**Exercise objective**
For the records below, tally the lines that contain "Колубарска" and give only that number.

[Records excerpted from a collection]
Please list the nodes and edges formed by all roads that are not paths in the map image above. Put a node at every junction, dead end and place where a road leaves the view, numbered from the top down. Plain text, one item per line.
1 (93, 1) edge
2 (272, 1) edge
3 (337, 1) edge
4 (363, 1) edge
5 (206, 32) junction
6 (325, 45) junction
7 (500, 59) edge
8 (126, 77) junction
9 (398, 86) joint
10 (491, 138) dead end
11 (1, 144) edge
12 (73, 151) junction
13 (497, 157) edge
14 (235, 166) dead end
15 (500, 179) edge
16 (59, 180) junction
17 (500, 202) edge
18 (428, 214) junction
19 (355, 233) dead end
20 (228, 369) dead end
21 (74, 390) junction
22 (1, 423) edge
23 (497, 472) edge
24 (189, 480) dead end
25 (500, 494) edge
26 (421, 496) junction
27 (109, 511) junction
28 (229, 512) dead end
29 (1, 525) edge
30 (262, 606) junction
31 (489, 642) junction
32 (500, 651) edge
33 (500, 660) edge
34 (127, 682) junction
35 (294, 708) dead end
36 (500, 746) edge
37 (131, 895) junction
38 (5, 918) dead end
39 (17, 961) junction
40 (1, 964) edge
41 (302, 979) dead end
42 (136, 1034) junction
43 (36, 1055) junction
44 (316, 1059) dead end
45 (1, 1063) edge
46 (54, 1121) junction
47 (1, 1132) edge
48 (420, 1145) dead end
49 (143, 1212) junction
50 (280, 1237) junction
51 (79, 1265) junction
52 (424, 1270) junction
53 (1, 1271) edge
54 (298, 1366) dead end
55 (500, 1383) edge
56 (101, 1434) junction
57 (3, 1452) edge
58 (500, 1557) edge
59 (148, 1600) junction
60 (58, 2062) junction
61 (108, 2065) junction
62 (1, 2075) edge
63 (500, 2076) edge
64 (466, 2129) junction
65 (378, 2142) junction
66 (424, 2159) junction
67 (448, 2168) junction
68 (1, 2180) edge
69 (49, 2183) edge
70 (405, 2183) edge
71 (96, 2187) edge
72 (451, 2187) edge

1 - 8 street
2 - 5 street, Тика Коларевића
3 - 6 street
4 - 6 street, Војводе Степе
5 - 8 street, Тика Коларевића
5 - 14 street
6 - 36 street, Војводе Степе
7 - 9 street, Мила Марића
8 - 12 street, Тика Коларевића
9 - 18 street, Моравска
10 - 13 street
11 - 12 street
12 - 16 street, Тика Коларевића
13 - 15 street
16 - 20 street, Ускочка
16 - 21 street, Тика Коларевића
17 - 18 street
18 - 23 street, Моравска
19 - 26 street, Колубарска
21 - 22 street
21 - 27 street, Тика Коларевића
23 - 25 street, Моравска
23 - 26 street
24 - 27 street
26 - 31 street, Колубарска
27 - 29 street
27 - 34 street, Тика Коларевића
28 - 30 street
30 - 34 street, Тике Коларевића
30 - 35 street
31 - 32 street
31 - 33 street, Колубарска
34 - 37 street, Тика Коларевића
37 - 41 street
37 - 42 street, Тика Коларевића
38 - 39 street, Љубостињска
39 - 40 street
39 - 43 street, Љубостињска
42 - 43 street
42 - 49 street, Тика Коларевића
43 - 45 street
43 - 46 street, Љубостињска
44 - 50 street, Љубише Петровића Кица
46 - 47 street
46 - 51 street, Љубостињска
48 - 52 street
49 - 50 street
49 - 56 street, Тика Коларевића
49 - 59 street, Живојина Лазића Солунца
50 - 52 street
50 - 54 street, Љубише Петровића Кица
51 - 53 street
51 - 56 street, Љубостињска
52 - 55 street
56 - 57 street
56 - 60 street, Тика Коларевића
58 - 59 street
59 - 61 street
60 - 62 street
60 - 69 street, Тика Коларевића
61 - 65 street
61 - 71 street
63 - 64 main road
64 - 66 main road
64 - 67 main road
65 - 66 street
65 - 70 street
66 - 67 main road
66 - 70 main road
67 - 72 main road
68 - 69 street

**Task result**
3